_Task brief_
Give back every record word for word, but keep the pictures out.

_Records_
^^^^^^^^
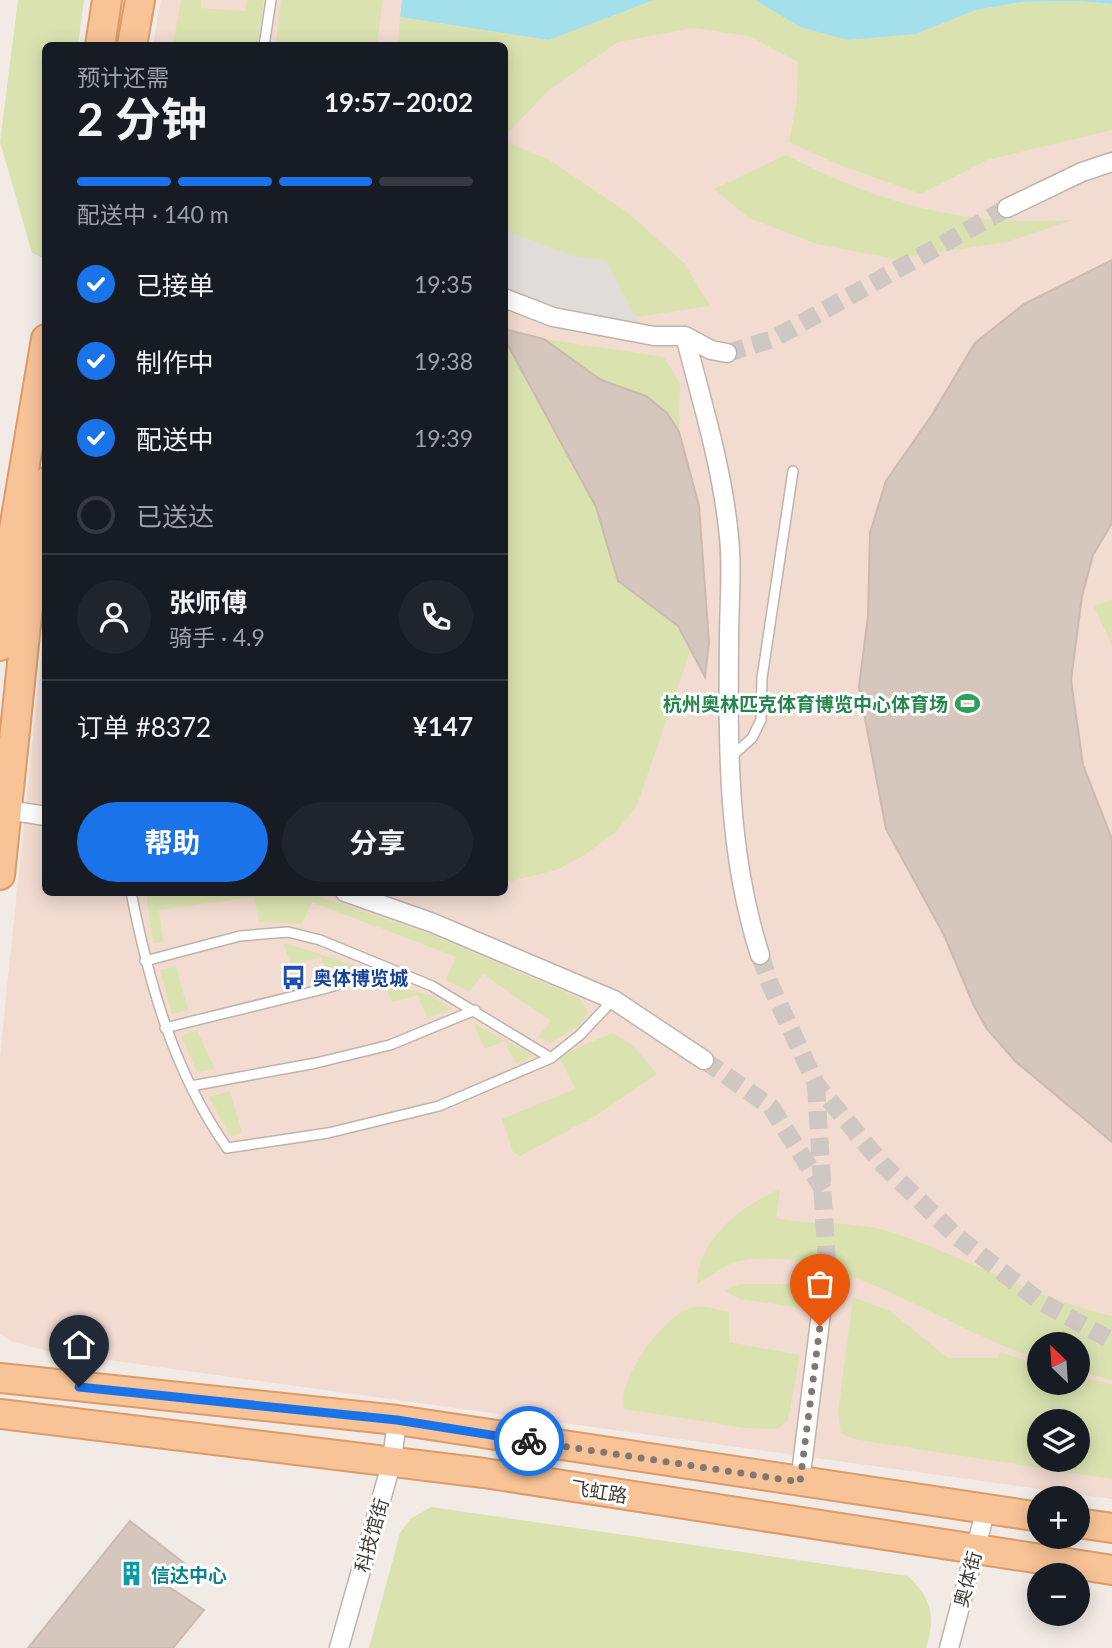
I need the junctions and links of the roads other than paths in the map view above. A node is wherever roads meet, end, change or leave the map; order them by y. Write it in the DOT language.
graph roads {
  1 [pos="107,0"];
  2 [pos="140,0"];
  3 [pos="271,0"];
  4 [pos="101,42"];
  5 [pos="133,42"];
  6 [pos="265,42"];
  7 [pos="1112,162"];
  8 [pos="1007,208"];
  9 [pos="508,300"];
  10 [pos="685,336"];
  11 [pos="727,353"];
  12 [pos="42,363"];
  13 [pos="793,471"];
  14 [pos="42,504"];
  15 [pos="0,646"];
  16 [pos="729,759"];
  17 [pos="7,810"];
  18 [pos="42,815"];
  19 [pos="0,875"];
  20 [pos="132,896"];
  21 [pos="356,896"];
  22 [pos="760,955"];
  23 [pos="145,961"];
  24 [pos="388,968"];
  25 [pos="614,1000"];
  26 [pos="475,1010"];
  27 [pos="165,1028"];
  28 [pos="551,1058"];
  29 [pos="704,1060"];
  30 [pos="191,1086"];
  31 [pos="827,1265"];
  32 [pos="0,1378"];
  33 [pos="0,1414"];
  34 [pos="397,1420"];
  35 [pos="392,1461"];
  36 [pos="800,1482"];
  37 [pos="986,1509"];
  38 [pos="1027,1515"];
  39 [pos="1090,1525"];
  40 [pos="1112,1528"];
  41 [pos="975,1549"];
  42 [pos="1112,1570"];
  43 [pos="340,1648"];
  44 [pos="949,1648"];
  1 -- 4 [label="main road"];
  2 -- 5 [label="main road"];
  3 -- 6 [label="lane"];
  7 -- 8 [label="street"];
  9 -- 10 [label="street"];
  10 -- 11 [label="street"];
  10 -- 16 [label="street"];
  12 -- 15 [label="main road"];
  13 -- 16 [label="lane"];
  14 -- 17 [label="main road"];
  16 -- 22 [label="street"];
  17 -- 18 [label="street"];
  17 -- 19 [label="main road"];
  20 -- 23 [label="lane"];
  21 -- 25 [label="street"];
  23 -- 24 [label="lane"];
  23 -- 27 [label="lane"];
  24 -- 26 [label="lane"];
  24 -- 27 [label="lane"];
  25 -- 28 [label="lane"];
  25 -- 29 [label="street"];
  26 -- 28 [label="lane"];
  26 -- 30 [label="lane"];
  27 -- 30 [label="lane"];
  28 -- 30 [label="lane"];
  31 -- 36 [label="street"];
  32 -- 34 [label="main road, 飞虹路"];
  33 -- 35 [label="main road, 飞虹路"];
  34 -- 35 [label="street, 科技馆街"];
  34 -- 36 [label="main road, 飞虹路"];
  35 -- 41 [label="main road, 飞虹路"];
  35 -- 43 [label="street, 科技馆街"];
  36 -- 37 [label="main road, 飞虹路"];
  37 -- 38 [label="main road, 飞虹路"];
  37 -- 41 [label="street, 奥体街"];
  39 -- 40 [label="main road"];
  41 -- 42 [label="main road, 飞虹路"];
  41 -- 44 [label="street, 奥体街"];
}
^^^^^^^^
_Exercise output_
I need the junctions and links of the roads other than paths in the map view above. A node is wherever roads meet, end, change or leave the map; order them by y. Write it in the DOT language.
graph roads {
  1 [pos="107,0"];
  2 [pos="140,0"];
  3 [pos="271,0"];
  4 [pos="101,42"];
  5 [pos="133,42"];
  6 [pos="265,42"];
  7 [pos="1112,162"];
  8 [pos="1007,208"];
  9 [pos="508,300"];
  10 [pos="685,336"];
  11 [pos="727,353"];
  12 [pos="42,363"];
  13 [pos="793,471"];
  14 [pos="42,504"];
  15 [pos="0,646"];
  16 [pos="729,759"];
  17 [pos="7,810"];
  18 [pos="42,815"];
  19 [pos="0,875"];
  20 [pos="132,896"];
  21 [pos="356,896"];
  22 [pos="760,955"];
  23 [pos="145,961"];
  24 [pos="388,968"];
  25 [pos="614,1000"];
  26 [pos="475,1010"];
  27 [pos="165,1028"];
  28 [pos="551,1058"];
  29 [pos="704,1060"];
  30 [pos="191,1086"];
  31 [pos="827,1265"];
  32 [pos="0,1378"];
  33 [pos="0,1414"];
  34 [pos="397,1420"];
  35 [pos="392,1461"];
  36 [pos="800,1482"];
  37 [pos="986,1509"];
  38 [pos="1027,1515"];
  39 [pos="1090,1525"];
  40 [pos="1112,1528"];
  41 [pos="975,1549"];
  42 [pos="1112,1570"];
  43 [pos="340,1648"];
  44 [pos="949,1648"];
  1 -- 4 [label="main road"];
  2 -- 5 [label="main road"];
  3 -- 6 [label="lane"];
  7 -- 8 [label="street"];
  9 -- 10 [label="street"];
  10 -- 11 [label="street"];
  10 -- 16 [label="street"];
  12 -- 15 [label="main road"];
  13 -- 16 [label="lane"];
  14 -- 17 [label="main road"];
  16 -- 22 [label="street"];
  17 -- 18 [label="street"];
  17 -- 19 [label="main road"];
  20 -- 23 [label="lane"];
  21 -- 25 [label="street"];
  23 -- 24 [label="lane"];
  23 -- 27 [label="lane"];
  24 -- 26 [label="lane"];
  24 -- 27 [label="lane"];
  25 -- 28 [label="lane"];
  25 -- 29 [label="street"];
  26 -- 28 [label="lane"];
  26 -- 30 [label="lane"];
  27 -- 30 [label="lane"];
  28 -- 30 [label="lane"];
  31 -- 36 [label="street"];
  32 -- 34 [label="main road, 飞虹路"];
  33 -- 35 [label="main road, 飞虹路"];
  34 -- 35 [label="street, 科技馆街"];
  34 -- 36 [label="main road, 飞虹路"];
  35 -- 41 [label="main road, 飞虹路"];
  35 -- 43 [label="street, 科技馆街"];
  36 -- 37 [label="main road, 飞虹路"];
  37 -- 38 [label="main road, 飞虹路"];
  37 -- 41 [label="street, 奥体街"];
  39 -- 40 [label="main road"];
  41 -- 42 [label="main road, 飞虹路"];
  41 -- 44 [label="street, 奥体街"];
}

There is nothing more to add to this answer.